TRPV4在頜下腺水分泌中的作用及機制研究

乙醯膽鹼激活M受體和去甲腎上腺素激活腎上腺素受體是調控頜下腺分泌的經典途徑。申請者在前期工作中首次發現頜下腺廣泛分布有TRPV4受體，提示可能存在TRPV4調控頜下腺分泌的新途徑，但TRPV4激活後的作用機制還需進一步研究。本課題擬採用生理學、藥理學和分子生物學等方法，以大鼠和小鼠頜下腺為對象，以細胞內鈣離子，微管蛋白及水通道蛋白5為靶點，探討激活TRPV4增加頜下腺細胞內鈣離子的途徑；探討激活TRPV4對微管蛋白聚敷胺化的影響；探討激活TRPV4對水通道蛋白5功能的影響，以及相應的信號轉導通路，從而明確激活TRPV4促進頜下腺細胞水和電解質分泌的分子機制，豐富和完善TRPV4調節頜下腺分泌的理論。該研究不僅為全面認識調控頜下腺分泌的機制提供新見解，而且為人工干預頜下腺的分泌提供新靶點。
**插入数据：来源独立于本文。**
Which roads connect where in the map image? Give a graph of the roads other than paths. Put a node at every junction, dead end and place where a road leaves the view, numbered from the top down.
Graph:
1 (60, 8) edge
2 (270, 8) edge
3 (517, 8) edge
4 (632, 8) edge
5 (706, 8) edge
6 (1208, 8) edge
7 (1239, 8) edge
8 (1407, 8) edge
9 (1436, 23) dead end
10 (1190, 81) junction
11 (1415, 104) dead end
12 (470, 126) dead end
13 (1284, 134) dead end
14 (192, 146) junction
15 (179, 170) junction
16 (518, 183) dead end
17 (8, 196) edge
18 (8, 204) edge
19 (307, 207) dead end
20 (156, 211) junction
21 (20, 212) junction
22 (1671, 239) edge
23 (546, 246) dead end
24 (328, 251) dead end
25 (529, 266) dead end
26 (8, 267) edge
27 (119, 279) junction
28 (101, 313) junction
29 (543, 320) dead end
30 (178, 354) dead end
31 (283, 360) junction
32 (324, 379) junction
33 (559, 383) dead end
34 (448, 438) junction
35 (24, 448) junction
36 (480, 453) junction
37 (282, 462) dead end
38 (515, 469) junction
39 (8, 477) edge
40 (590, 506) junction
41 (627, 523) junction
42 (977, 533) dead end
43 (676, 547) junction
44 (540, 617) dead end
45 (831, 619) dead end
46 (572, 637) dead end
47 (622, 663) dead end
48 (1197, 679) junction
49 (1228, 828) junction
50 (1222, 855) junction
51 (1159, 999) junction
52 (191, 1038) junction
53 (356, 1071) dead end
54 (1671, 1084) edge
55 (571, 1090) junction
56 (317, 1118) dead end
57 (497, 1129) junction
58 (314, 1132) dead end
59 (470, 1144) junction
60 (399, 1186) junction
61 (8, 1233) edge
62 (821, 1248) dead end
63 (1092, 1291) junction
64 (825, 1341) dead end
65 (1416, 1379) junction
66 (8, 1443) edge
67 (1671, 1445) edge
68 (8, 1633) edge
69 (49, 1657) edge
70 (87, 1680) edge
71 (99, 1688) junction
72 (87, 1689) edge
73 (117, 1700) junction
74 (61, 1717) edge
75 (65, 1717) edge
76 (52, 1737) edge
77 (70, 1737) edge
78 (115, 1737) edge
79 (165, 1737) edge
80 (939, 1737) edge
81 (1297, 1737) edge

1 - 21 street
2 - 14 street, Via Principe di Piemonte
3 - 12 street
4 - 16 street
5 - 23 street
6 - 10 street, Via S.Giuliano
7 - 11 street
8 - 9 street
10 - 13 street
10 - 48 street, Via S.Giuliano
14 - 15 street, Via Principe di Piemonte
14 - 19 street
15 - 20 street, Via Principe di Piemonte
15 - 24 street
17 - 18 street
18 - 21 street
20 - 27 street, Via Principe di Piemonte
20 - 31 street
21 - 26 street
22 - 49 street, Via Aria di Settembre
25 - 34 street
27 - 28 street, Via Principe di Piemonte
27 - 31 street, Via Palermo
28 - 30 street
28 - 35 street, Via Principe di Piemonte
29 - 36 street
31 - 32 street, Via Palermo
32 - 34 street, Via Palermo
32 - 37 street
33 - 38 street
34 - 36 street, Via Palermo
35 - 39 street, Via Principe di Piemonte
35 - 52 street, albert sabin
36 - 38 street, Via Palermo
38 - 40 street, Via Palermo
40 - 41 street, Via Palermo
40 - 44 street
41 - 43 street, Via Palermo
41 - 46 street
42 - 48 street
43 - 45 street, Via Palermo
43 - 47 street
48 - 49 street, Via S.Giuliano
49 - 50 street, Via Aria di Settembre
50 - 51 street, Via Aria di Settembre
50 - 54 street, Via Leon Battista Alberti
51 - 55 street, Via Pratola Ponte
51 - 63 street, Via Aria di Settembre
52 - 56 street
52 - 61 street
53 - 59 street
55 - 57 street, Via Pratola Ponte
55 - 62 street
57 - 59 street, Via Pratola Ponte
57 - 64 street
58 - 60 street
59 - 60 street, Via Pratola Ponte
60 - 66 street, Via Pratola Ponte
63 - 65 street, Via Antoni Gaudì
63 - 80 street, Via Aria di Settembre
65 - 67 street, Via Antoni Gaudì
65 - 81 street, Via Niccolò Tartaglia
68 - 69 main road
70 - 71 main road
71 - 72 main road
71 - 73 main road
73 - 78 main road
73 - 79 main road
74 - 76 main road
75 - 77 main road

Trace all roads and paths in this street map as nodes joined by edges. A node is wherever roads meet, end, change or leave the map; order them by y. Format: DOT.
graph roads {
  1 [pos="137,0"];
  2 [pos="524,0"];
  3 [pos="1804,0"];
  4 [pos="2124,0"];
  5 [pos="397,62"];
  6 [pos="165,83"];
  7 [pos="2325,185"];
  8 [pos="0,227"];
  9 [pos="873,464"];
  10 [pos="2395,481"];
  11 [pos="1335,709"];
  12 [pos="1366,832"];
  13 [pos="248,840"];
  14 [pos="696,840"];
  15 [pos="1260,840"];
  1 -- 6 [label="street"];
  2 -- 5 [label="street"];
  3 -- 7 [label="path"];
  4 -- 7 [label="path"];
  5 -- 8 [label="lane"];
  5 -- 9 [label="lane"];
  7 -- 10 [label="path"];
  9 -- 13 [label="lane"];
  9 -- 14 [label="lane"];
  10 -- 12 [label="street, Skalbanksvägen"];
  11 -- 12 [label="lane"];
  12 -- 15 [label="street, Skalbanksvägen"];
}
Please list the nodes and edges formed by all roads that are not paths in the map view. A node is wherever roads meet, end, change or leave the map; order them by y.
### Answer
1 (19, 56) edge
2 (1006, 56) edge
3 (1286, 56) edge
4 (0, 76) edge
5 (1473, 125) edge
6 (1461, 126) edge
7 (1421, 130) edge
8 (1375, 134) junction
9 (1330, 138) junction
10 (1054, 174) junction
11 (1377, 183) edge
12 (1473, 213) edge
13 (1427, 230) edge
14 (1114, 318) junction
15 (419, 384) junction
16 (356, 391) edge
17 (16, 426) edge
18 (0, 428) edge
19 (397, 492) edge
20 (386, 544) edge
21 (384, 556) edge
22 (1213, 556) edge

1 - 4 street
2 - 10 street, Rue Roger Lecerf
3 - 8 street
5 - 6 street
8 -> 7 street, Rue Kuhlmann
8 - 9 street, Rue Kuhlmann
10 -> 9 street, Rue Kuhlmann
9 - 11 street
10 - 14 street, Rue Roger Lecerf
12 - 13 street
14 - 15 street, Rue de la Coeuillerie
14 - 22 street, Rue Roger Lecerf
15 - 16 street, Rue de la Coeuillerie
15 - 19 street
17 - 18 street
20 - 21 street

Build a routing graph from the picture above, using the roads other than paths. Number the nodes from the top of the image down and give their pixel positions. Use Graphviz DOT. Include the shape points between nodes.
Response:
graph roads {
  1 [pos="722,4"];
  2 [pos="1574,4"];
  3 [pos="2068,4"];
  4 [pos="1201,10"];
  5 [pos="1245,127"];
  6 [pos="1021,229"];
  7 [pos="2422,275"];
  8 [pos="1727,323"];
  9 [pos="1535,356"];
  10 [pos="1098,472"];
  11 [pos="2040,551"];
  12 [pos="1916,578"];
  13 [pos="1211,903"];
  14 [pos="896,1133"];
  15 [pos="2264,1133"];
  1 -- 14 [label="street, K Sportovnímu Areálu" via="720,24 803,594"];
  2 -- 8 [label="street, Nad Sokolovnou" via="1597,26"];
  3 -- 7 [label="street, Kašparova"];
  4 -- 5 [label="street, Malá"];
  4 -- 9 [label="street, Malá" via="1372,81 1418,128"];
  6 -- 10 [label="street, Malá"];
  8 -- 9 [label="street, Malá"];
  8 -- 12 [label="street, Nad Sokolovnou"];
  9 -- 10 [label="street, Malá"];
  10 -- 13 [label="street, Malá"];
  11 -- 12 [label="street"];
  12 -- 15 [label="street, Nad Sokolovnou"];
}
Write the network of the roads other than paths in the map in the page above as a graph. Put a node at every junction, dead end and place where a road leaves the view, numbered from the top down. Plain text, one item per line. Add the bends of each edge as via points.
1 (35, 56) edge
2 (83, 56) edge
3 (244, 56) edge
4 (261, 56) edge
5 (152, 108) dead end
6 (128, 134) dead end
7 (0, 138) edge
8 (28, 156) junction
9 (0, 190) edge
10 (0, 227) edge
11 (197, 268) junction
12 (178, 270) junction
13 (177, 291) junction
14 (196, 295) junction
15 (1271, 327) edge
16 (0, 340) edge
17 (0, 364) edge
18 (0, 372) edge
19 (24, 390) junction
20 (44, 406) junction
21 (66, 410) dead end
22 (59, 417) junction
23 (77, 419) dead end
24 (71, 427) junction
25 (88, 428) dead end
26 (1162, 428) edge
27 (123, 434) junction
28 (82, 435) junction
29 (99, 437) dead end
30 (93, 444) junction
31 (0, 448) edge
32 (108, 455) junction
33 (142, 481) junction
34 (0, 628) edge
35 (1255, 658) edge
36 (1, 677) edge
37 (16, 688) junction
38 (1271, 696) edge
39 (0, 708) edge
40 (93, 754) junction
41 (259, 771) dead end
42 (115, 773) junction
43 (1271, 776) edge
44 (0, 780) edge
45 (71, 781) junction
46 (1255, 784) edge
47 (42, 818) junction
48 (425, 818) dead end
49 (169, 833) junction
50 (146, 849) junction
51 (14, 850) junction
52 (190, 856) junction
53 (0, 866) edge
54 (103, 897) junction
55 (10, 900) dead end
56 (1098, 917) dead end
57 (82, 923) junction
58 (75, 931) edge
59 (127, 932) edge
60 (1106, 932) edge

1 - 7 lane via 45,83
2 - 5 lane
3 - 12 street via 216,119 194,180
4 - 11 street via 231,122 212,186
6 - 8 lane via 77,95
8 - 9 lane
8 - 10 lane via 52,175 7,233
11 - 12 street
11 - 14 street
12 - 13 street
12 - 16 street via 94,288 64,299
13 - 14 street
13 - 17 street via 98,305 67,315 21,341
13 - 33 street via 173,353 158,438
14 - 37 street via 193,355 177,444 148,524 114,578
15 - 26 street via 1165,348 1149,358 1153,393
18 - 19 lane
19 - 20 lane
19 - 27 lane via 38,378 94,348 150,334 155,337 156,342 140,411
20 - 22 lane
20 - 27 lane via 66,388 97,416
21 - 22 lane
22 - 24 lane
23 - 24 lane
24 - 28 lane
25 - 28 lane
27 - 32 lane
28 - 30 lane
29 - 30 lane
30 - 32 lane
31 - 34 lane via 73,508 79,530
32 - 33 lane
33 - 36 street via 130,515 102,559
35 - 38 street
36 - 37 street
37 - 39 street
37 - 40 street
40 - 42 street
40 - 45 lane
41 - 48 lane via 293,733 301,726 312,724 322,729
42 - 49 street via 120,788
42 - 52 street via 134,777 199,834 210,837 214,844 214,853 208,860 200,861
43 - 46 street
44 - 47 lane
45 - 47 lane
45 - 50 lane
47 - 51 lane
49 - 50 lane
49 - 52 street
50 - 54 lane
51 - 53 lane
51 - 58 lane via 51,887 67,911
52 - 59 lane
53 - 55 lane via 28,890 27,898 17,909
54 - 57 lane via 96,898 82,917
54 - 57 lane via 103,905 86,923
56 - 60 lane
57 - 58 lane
背景：靜息唾液主要由下頜下腺分泌，腺泡細胞內持續的Ca2+增加是保證分泌的重要信號，通過調控細胞內的Ca2+信號可以對腺體的分泌進行人工調控。目前的研究關於腺泡細胞膜上介導Ca2+進入的通道尚不清楚。實驗室前期研究發現配體門控非選擇陽離子通道TRPV4（transient receptor potential vanilloid subtype 4）家族成員在下頜下腺表達，但其在下頜下腺的生理功能尚不清楚。本研究旨在探討TRPV4在下頜下腺分泌調控中的作用及其對M3R介導的唾液分泌的影響。方法：選取8～12周C57BL/6小鼠，離體小鼠下頜下腺灌流研究TRPV4激活後對分泌的影響，以及TRPV4抑制後對卡巴膽鹼所誘導分泌的影響；Fura-2AM法測定TRPV4激活及抑制後細胞內鈣信號變化；在體唾液收集觀察TRPV4激活及抑制後對匹羅卡品誘導腺體分泌的影響。SMG-C6細胞轉染trpv4的質粒，免疫共沉澱檢測MAChR激動劑卡巴膽鹼（carbachol，CCh）對TRPV4磷酸化的影響；SMG-C6細胞轉染aqp5質粒，免疫螢光研究TRPV4激活及抑制後水通道蛋白5（aquaporin 5, AQP5）在細胞內的位置變化。結果：離體灌流結果顯示，TRPV4抑制劑RN1734和HC067047會抑制卡巴膽鹼所誘導的腺體分泌。在腺泡細胞上，TRPV4抑制劑也可以明顯地抑制卡巴膽鹼所誘導的細胞內鈣離子[Ca2+]i升高。TRPV4抑制劑均可以抑制匹羅卡品誘導的腺體分泌及AQP5從細胞漿向細胞膜的轉位。結論：TRPV4在M3R介導的唾液分泌中不可或缺，其發揮作用的方式是通過介導細胞外鈣離子進入細胞內，影響細胞內的鈣信號及下游AQP5細胞內定位。